Tuesday, June 16, 2009

Torah and its Mitzvot and the Role of Humanity in Creation.

In this previous post, we discussed Rambam’s definition of the two words Chesed and Tzedakah. He defines the third word in the verse in Yirmyahu, Mishpat, in very few words –

The noun Mishpat, it means judgment concerning what ought to be done to one who is judged, whether in the way of conferring a benefit or a punishment.” (MN3:53)

Rambam in his discussion of Divine Providence earlier in the Moreh, spent many chapters explaining the system of cause and effect through which the world functions. All systems that we refer to as physics, biology, chemistry and general sciences operate under this law of cause and effect. It also extends to human behavior where the underlying “science” is freedom of choice. How a person chooses to act has an effect on not only him but also all those he affects by his actions through time and even generations. That system is what the prophets call Mishpat – judgment. [For a thorough treatment of the subject, see my article Divine Providence - Goals, Hopes and Fears כי כל דרכיו משפט ].

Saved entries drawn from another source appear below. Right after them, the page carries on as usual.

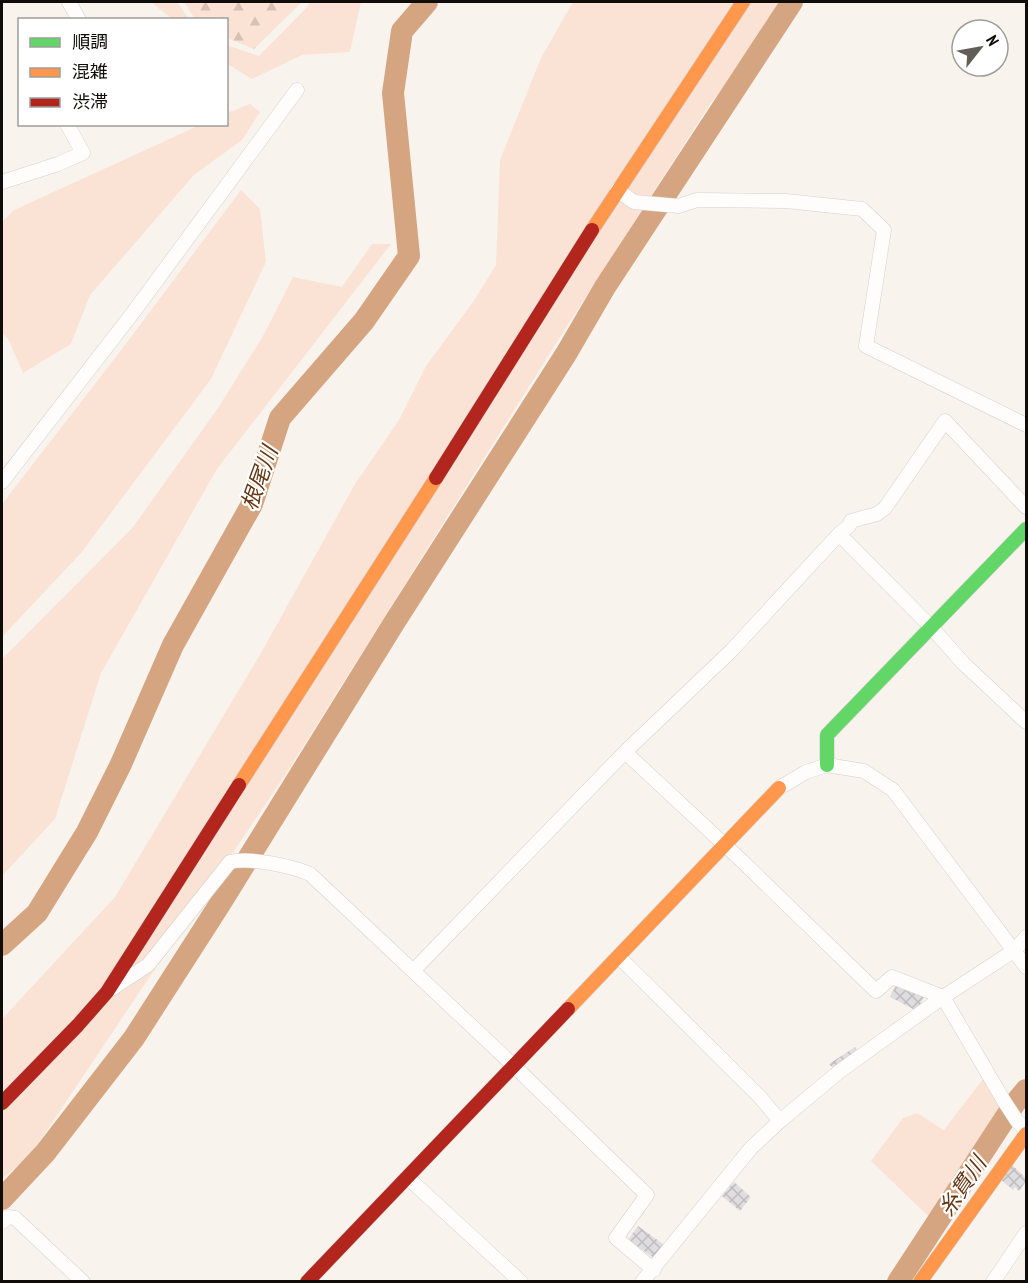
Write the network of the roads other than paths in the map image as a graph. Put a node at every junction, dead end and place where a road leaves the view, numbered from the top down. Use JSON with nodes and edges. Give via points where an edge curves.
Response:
{"nodes":[{"id":1,"x":69,"y":2,"type":"edge"},
{"id":2,"x":742,"y":2,"type":"edge"},
{"id":3,"x":78,"y":18,"type":"edge"},
{"id":4,"x":297,"y":90,"type":"dead end"},
{"id":5,"x":68,"y":126,"type":"edge"},
{"id":6,"x":2,"y":182,"type":"edge"},
{"id":7,"x":617,"y":190,"type":"junction"},
{"id":8,"x":1026,"y":425,"type":"edge"},
{"id":9,"x":2,"y":482,"type":"edge"},
{"id":10,"x":1026,"y":507,"type":"edge"},
{"id":11,"x":1026,"y":529,"type":"edge"},
{"id":12,"x":838,"y":534,"type":"junction"},
{"id":13,"x":932,"y":628,"type":"junction"},
{"id":14,"x":1026,"y":722,"type":"edge"},
{"id":15,"x":625,"y":752,"type":"junction"},
{"id":16,"x":827,"y":765,"type":"junction"},
{"id":17,"x":723,"y":845,"type":"junction"},
{"id":18,"x":1026,"y":937,"type":"edge"},
{"id":19,"x":1015,"y":950,"type":"junction"},
{"id":20,"x":620,"y":957,"type":"junction"},
{"id":21,"x":1026,"y":967,"type":"edge"},
{"id":22,"x":413,"y":971,"type":"junction"},
{"id":23,"x":107,"y":992,"type":"junction"},
{"id":24,"x":943,"y":997,"type":"junction"},
{"id":25,"x":513,"y":1065,"type":"junction"},
{"id":26,"x":2,"y":1103,"type":"edge"},
{"id":27,"x":780,"y":1121,"type":"junction"},
{"id":28,"x":1023,"y":1128,"type":"edge"},
{"id":29,"x":407,"y":1177,"type":"junction"},
{"id":30,"x":2,"y":1222,"type":"edge"},
{"id":31,"x":1025,"y":1240,"type":"edge"},
{"id":32,"x":654,"y":1270,"type":"junction"},
{"id":33,"x":83,"y":1281,"type":"edge"},
{"id":34,"x":307,"y":1281,"type":"edge"},
{"id":35,"x":521,"y":1281,"type":"edge"},
{"id":36,"x":642,"y":1281,"type":"edge"},
{"id":37,"x":920,"y":1281,"type":"edge"},
{"id":38,"x":993,"y":1281,"type":"edge"}],
"edges":[{"from":1,"to":3,"type":"street"},
{"from":2,"to":7,"type":"street"},
{"from":4,"to":9,"type":"street"},
{"from":5,"to":6,"type":"street","via":[[83,153]]},
{"from":7,"to":8,"type":"street","via":[[634,202],[678,206],[697,200],[786,201],[862,209],[884,230],[866,346]]},
{"from":7,"to":23,"type":"street"},
{"from":10,"to":12,"type":"street","via":[[945,421],[885,508],[851,521]]},
{"from":11,"to":13,"type":"street"},
{"from":12,"to":13,"type":"street"},
{"from":12,"to":15,"type":"street","via":[[731,651]]},
{"from":13,"to":14,"type":"street"},
{"from":13,"to":16,"type":"street","via":[[827,735]]},
{"from":15,"to":17,"type":"street"},
{"from":15,"to":22,"type":"street"},
{"from":16,"to":17,"type":"street","via":[[779,788]]},
{"from":16,"to":19,"type":"street","via":[[864,771],[892,790]]},
{"from":17,"to":20,"type":"street"},
{"from":17,"to":24,"type":"street","via":[[876,991],[892,977]]},
{"from":18,"to":19,"type":"street"},
{"from":19,"to":21,"type":"street"},
{"from":19,"to":24,"type":"street"},
{"from":20,"to":25,"type":"street"},
{"from":20,"to":27,"type":"street"},
{"from":22,"to":23,"type":"street","via":[[310,874],[237,860],[230,862],[148,965]]},
{"from":22,"to":25,"type":"street"},
{"from":23,"to":26,"type":"street"},
{"from":24,"to":27,"type":"street","via":[[840,1071]]},
{"from":24,"to":28,"type":"street"},
{"from":25,"to":29,"type":"street"},
{"from":25,"to":32,"type":"street","via":[[647,1195],[616,1238]]},
{"from":27,"to":32,"type":"street","via":[[751,1148]]},
{"from":28,"to":37,"type":"street"},
{"from":29,"to":34,"type":"street"},
{"from":29,"to":35,"type":"street"},
{"from":30,"to":33,"type":"street","via":[[8,1216],[15,1218]]},
{"from":31,"to":38,"type":"street"},
{"from":32,"to":36,"type":"street"}]}
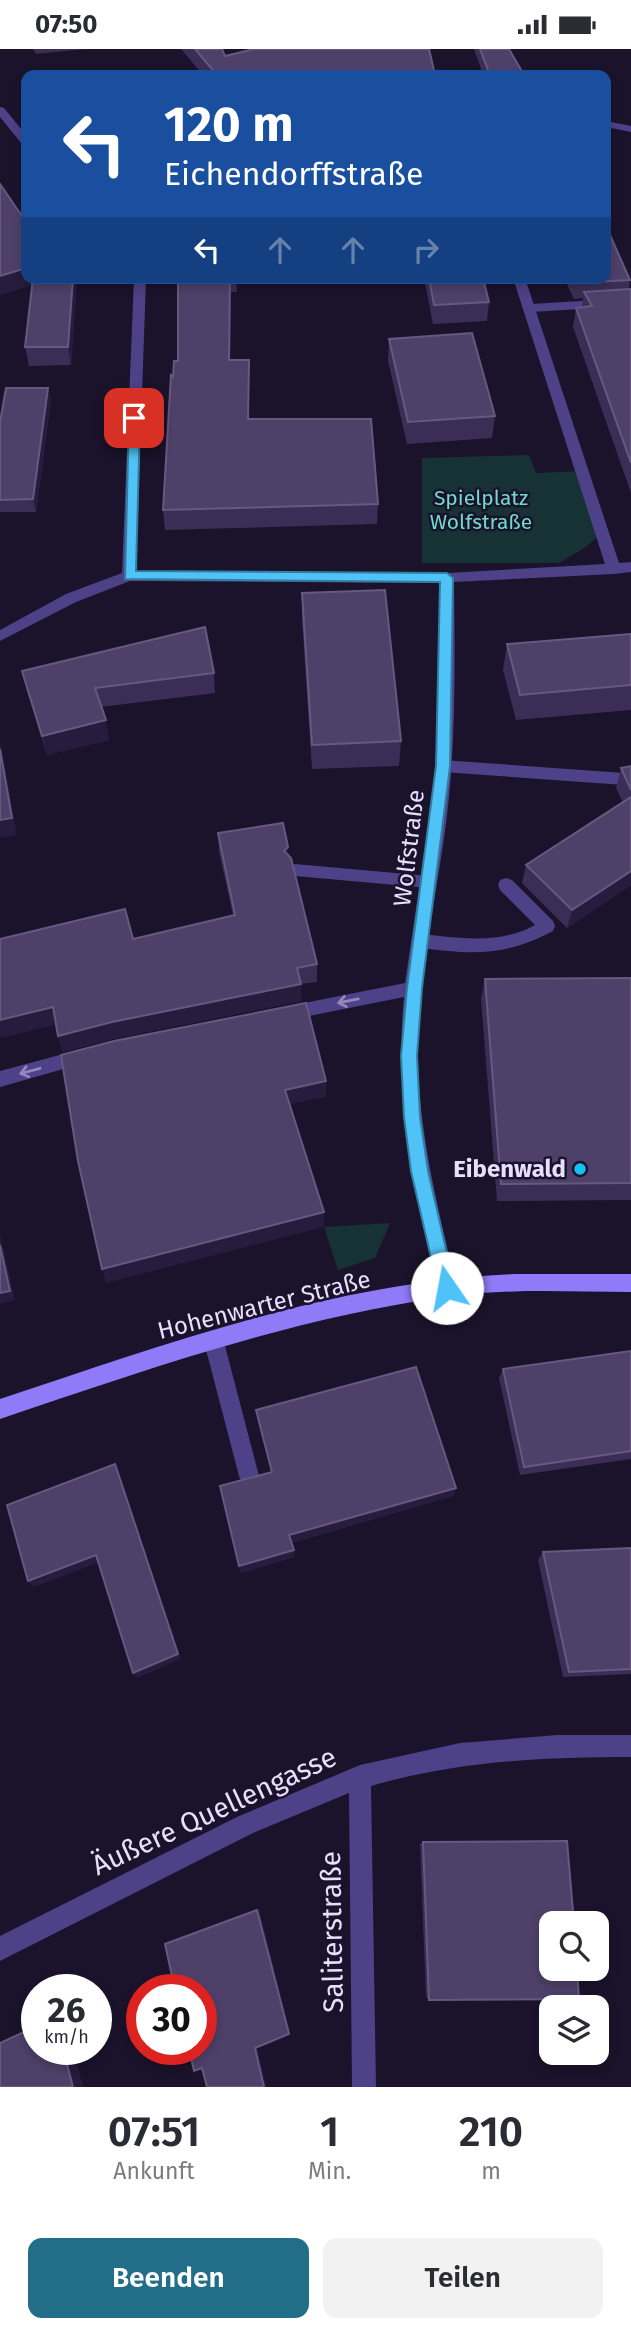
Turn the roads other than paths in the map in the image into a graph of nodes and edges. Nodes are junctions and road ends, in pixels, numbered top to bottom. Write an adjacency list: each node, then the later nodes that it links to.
1 (0, 110): 4 (street)
2 (611, 125): 3 (street)
3 (631, 129)
4 (21, 136)
5 (140, 284): 10 (street)
6 (521, 284): 8 (street)
7 (631, 302): 8 (street)
8 (531, 308): 9 (street)
9 (623, 568): 11 (street)
10 (129, 576): 11 (street); 12 (street)
11 (447, 578): 13 (street, Wolfstraße)
12 (0, 636)
13 (443, 766): 14 (street); 16 (street, Wolfstraße)
14 (624, 779)
15 (295, 870): 16 (street)
16 (429, 882): 18 (street, Wolfstraße)
17 (506, 884): 18 (street)
18 (421, 941): 19 (street, Wolfstraße)
19 (415, 988): 20 (street, one-way to 20); 24 (street, Wolfstraße)
20 (266, 1018)
21 (104, 1052): 22 (street, one-way to 22)
22 (0, 1079)
23 (631, 1283): 24 (street, Hohenwarter Straße)
24 (447, 1288): 25 (street, Hohenwarter Straße)
25 (214, 1342): 26 (street, Hohenwarter Straße); 27 (street)
26 (0, 1409)
27 (249, 1476)
28 (631, 1746): 29 (street, Äußere Quellengasse)
29 (360, 1776): 30 (street, Äußere Quellengasse); 31 (street, Saliterstraße)
30 (0, 1949)
31 (364, 2087)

The words חֶסֶד מִשְׁפָּט וּצְדָקָה thus encompass all of creation. Chesed is how we interpret existence per se, Tzedakah is how we refer to the availability of the necessary resources to each being according to its capacity to use them and Mishpat is the system that we operate under that brings about continuity.

Accordingly, He is described as Chasid [one possessing loving-kindness] because He has brought the whole into being; as Tzaddik [righteous] because of His mercy towards the weak – I refer to the governance of the living being by the means of its forces; and as Shofet - judge because of the occurrence in the world of relative good things and great calamities, necessitated by judgment that is consequent upon wisdom.” (MN 3:53)

We are commanded to emulate God. Translating these three divine attributes into human actions is not an easy task. As I discussed earlier, the first one, Chesed – perfect altruism is most difficult. If everything we do has a cause and effect, it is very difficult to find ways to act that do not affect us personally. To take oneself out of the equation when deciding on an action is very difficult. It requires a really perfected human being. The Torah sets out a list of Mitzvot that are meant to train us in perfecting this trait and that fall under the general rubric of Gemilut Chassadim.

The fourth class includes precepts relating to charity, loans, gifts, and the like, as for instance estimations and anathemas, the laws concerning loans and slaves, and all the laws enumerated in the book of Zeraim.” (MN3:35)

But that alone is not enough. Behavior modification works to an extent but there also is a need to change the way we think. To understand morality as it affects others – Tzedakah – we need to work towards containing our natural narcissisms. We have to get a correct ontological understanding of our existence to be able to act responsibly within Mishpat – the system of cause and effect under which we live. The decision how to act responsibly in emulating God and play our role in creation is not always clear and reached objectively. Subjectivity plays a great role in that decision process and requires perfection for it not to be biased and slanted towards narcissism.

It now starts to become clear that humanity needed to abandon the myths of ancient times which clouded the way the world was looked at. More than that humanity needed to be directed towards understanding its role and obligations as part of the universe created by God. That is the goal of Judaism and the Mitzvot of the Torah. It is an all-encompassing system that affects every aspect of life. It makes one think, take stock and learn to do things with purpose. Its goal is not just to change us, the Jewish people, but through us the whole of humanity. That is the concept of Yemot Hamashiach – the messianic Era. Rambam in Hilchot Melachim Umilchamotehem 11:11 writes -

וכל הדברים האלו של ישוע הנוצרי, ושל זה הישמעאלי שעמד אחריו--אינן אלא
ליישר דרך למלך המשיח, ולתקן את העולם כולו לעבוד את ה' ביחד "

All these matters of Jesus the Christian and this Ishmaelite, who followed after him, are only to prepare the way for the Messianic king and to perfect the whole world to serve God in unity.

Rambam sees what we call western culture as a stepping stone in the process of leading humanity to fulfill its role – serve God by fulfilling the “very good” that He saw when He created man –

וַיַּרְא אֱלֹהִים אֶת-כָּל-אֲשֶׁר עָשָׂה, וְהִנֵּה-טוֹב מְאֹד

And God saw every thing that He made and behold it was very good.

Clearly, this approach towards the reason for Mitzvot sees them as a tool rather than an end in itself. There is however a shift where they are no longer just a tool but become intrinsically Avodat Hashem – service of God. I will leave that for a different discussion.